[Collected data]

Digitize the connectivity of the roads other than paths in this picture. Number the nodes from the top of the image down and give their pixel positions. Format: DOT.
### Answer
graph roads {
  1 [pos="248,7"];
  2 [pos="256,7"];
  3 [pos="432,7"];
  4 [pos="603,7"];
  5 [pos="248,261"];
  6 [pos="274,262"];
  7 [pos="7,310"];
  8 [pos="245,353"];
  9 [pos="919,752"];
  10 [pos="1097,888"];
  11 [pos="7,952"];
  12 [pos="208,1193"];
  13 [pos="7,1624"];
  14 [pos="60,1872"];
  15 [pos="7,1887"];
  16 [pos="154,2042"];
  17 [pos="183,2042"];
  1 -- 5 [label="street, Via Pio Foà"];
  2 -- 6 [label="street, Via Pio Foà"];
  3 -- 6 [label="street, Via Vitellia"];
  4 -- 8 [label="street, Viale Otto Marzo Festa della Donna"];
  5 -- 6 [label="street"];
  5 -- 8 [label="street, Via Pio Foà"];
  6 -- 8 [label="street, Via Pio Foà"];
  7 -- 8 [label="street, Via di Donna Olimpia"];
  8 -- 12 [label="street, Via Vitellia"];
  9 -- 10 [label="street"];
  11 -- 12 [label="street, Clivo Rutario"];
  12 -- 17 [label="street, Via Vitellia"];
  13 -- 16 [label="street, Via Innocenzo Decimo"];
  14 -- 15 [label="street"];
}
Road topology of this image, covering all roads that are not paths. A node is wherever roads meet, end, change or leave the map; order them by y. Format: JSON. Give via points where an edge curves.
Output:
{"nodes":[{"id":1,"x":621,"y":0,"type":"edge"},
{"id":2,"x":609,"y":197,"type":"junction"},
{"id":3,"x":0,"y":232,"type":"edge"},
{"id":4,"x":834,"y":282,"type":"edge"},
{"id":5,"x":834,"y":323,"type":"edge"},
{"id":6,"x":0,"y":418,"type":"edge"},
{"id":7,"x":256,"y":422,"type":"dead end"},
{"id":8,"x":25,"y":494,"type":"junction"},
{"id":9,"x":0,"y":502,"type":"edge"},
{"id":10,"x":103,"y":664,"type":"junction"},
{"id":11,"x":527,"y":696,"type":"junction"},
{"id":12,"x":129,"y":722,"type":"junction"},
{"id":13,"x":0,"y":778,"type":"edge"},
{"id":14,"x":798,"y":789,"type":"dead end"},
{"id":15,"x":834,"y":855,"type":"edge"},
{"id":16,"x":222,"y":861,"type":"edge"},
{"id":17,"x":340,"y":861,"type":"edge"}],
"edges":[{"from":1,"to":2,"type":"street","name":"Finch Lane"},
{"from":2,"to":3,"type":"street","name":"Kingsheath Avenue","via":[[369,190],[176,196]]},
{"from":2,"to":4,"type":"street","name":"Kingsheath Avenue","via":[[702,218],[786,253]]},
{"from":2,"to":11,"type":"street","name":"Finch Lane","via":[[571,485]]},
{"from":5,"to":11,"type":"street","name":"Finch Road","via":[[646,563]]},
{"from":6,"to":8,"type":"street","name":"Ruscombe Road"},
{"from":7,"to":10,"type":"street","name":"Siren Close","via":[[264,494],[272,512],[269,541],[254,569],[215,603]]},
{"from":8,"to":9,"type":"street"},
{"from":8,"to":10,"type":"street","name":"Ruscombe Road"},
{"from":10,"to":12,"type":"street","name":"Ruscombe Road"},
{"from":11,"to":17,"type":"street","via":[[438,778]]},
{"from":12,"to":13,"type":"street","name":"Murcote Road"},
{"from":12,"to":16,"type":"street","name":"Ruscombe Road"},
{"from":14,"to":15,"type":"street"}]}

TASK TO CARRY OUT:
Repeat the entries word for word. Skip none of them.

TASK OUTPUT:
Digitize the connectivity of the roads other than paths in this picture. Number the nodes from the top of the image down and give their pixel positions. Format: DOT.
### Answer
graph roads {
  1 [pos="248,7"];
  2 [pos="256,7"];
  3 [pos="432,7"];
  4 [pos="603,7"];
  5 [pos="248,261"];
  6 [pos="274,262"];
  7 [pos="7,310"];
  8 [pos="245,353"];
  9 [pos="919,752"];
  10 [pos="1097,888"];
  11 [pos="7,952"];
  12 [pos="208,1193"];
  13 [pos="7,1624"];
  14 [pos="60,1872"];
  15 [pos="7,1887"];
  16 [pos="154,2042"];
  17 [pos="183,2042"];
  1 -- 5 [label="street, Via Pio Foà"];
  2 -- 6 [label="street, Via Pio Foà"];
  3 -- 6 [label="street, Via Vitellia"];
  4 -- 8 [label="street, Viale Otto Marzo Festa della Donna"];
  5 -- 6 [label="street"];
  5 -- 8 [label="street, Via Pio Foà"];
  6 -- 8 [label="street, Via Pio Foà"];
  7 -- 8 [label="street, Via di Donna Olimpia"];
  8 -- 12 [label="street, Via Vitellia"];
  9 -- 10 [label="street"];
  11 -- 12 [label="street, Clivo Rutario"];
  12 -- 17 [label="street, Via Vitellia"];
  13 -- 16 [label="street, Via Innocenzo Decimo"];
  14 -- 15 [label="street"];
}
Road topology of this image, covering all roads that are not paths. A node is wherever roads meet, end, change or leave the map; order them by y. Format: JSON. Give via points where an edge curves.
Output:
{"nodes":[{"id":1,"x":621,"y":0,"type":"edge"},
{"id":2,"x":609,"y":197,"type":"junction"},
{"id":3,"x":0,"y":232,"type":"edge"},
{"id":4,"x":834,"y":282,"type":"edge"},
{"id":5,"x":834,"y":323,"type":"edge"},
{"id":6,"x":0,"y":418,"type":"edge"},
{"id":7,"x":256,"y":422,"type":"dead end"},
{"id":8,"x":25,"y":494,"type":"junction"},
{"id":9,"x":0,"y":502,"type":"edge"},
{"id":10,"x":103,"y":664,"type":"junction"},
{"id":11,"x":527,"y":696,"type":"junction"},
{"id":12,"x":129,"y":722,"type":"junction"},
{"id":13,"x":0,"y":778,"type":"edge"},
{"id":14,"x":798,"y":789,"type":"dead end"},
{"id":15,"x":834,"y":855,"type":"edge"},
{"id":16,"x":222,"y":861,"type":"edge"},
{"id":17,"x":340,"y":861,"type":"edge"}],
"edges":[{"from":1,"to":2,"type":"street","name":"Finch Lane"},
{"from":2,"to":3,"type":"street","name":"Kingsheath Avenue","via":[[369,190],[176,196]]},
{"from":2,"to":4,"type":"street","name":"Kingsheath Avenue","via":[[702,218],[786,253]]},
{"from":2,"to":11,"type":"street","name":"Finch Lane","via":[[571,485]]},
{"from":5,"to":11,"type":"street","name":"Finch Road","via":[[646,563]]},
{"from":6,"to":8,"type":"street","name":"Ruscombe Road"},
{"from":7,"to":10,"type":"street","name":"Siren Close","via":[[264,494],[272,512],[269,541],[254,569],[215,603]]},
{"from":8,"to":9,"type":"street"},
{"from":8,"to":10,"type":"street","name":"Ruscombe Road"},
{"from":10,"to":12,"type":"street","name":"Ruscombe Road"},
{"from":11,"to":17,"type":"street","via":[[438,778]]},
{"from":12,"to":13,"type":"street","name":"Murcote Road"},
{"from":12,"to":16,"type":"street","name":"Ruscombe Road"},
{"from":14,"to":15,"type":"street"}]}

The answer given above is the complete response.